::: Data records

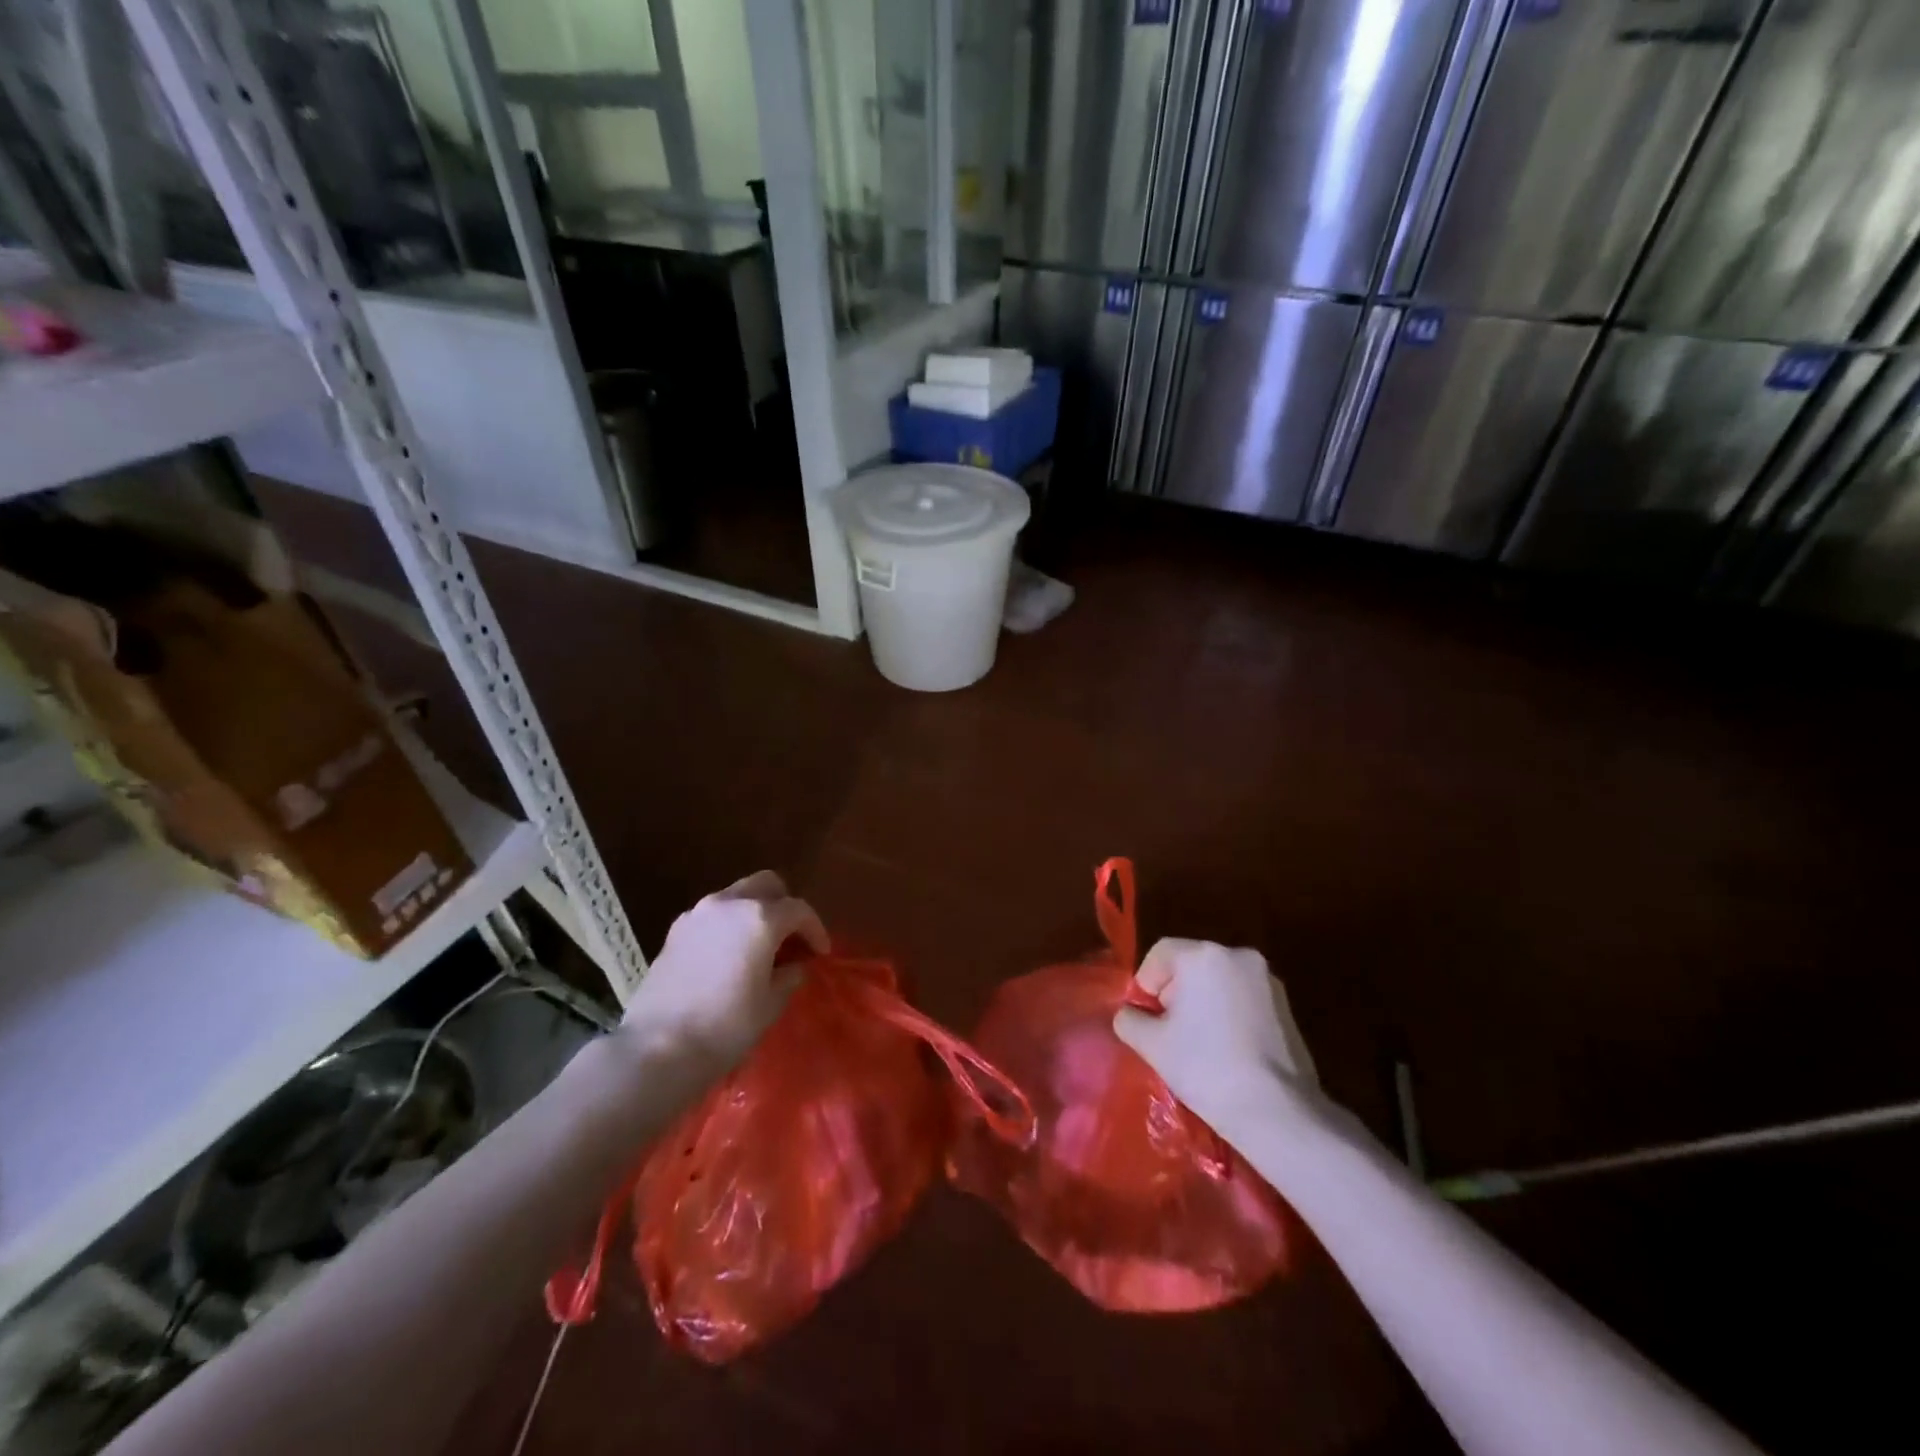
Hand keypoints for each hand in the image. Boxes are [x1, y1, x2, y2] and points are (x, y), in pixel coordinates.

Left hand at [617, 871, 827, 1077]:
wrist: (657, 1048)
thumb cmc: (725, 1027)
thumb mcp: (770, 1005)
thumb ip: (788, 976)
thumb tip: (793, 966)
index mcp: (759, 918)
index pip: (798, 910)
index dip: (815, 929)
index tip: (821, 952)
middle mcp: (728, 904)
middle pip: (766, 885)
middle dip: (784, 905)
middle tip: (791, 937)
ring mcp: (697, 914)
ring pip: (736, 895)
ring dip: (754, 912)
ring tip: (760, 946)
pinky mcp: (675, 931)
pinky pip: (712, 915)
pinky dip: (728, 924)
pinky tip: (729, 955)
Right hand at [1113, 938, 1319, 1130]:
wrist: (1276, 1111)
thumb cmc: (1206, 1067)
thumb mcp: (1151, 1044)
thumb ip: (1129, 1020)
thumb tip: (1129, 1014)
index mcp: (1203, 955)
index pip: (1161, 952)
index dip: (1145, 982)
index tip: (1146, 1017)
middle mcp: (1238, 955)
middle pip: (1191, 963)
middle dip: (1174, 992)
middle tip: (1168, 1031)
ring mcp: (1267, 979)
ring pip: (1218, 981)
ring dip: (1202, 1003)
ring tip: (1197, 1043)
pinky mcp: (1286, 1006)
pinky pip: (1242, 998)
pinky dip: (1228, 1014)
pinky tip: (1226, 1049)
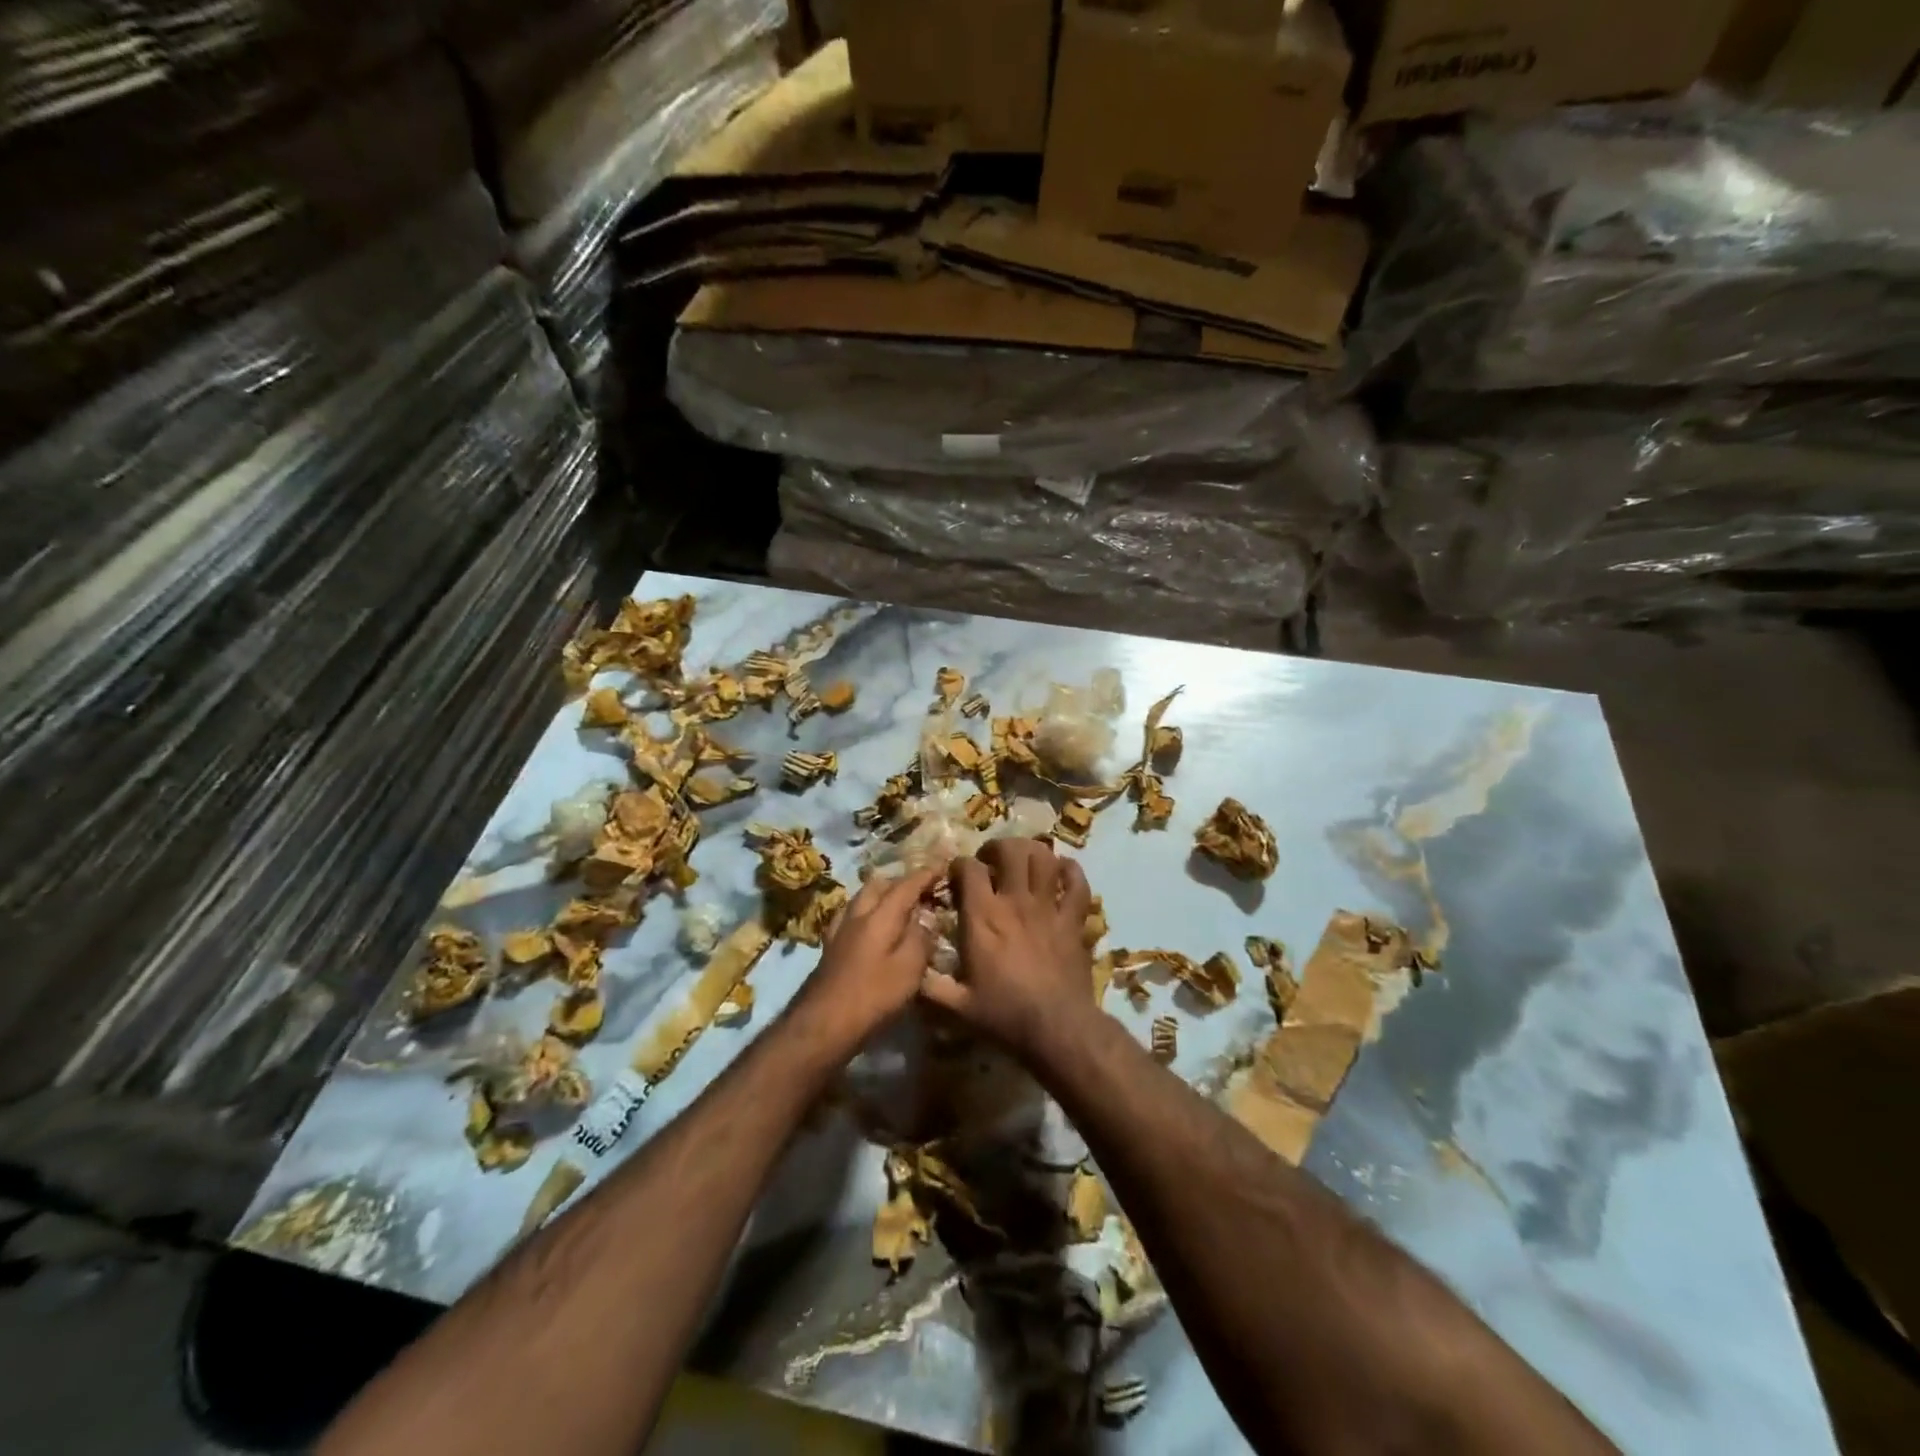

::::::

■ **What you need to do**:
From the data above, copy out every line with the string "index" in it.

■ **Answer below**:
index mcp: (759, 918)
index pip: (798, 910)
index dip: (815, 929)
index tip: (821, 952)
index mcp: (1203, 955)
index pip: (1161, 952)
index dip: (1145, 982)
index tip: (1146, 1017)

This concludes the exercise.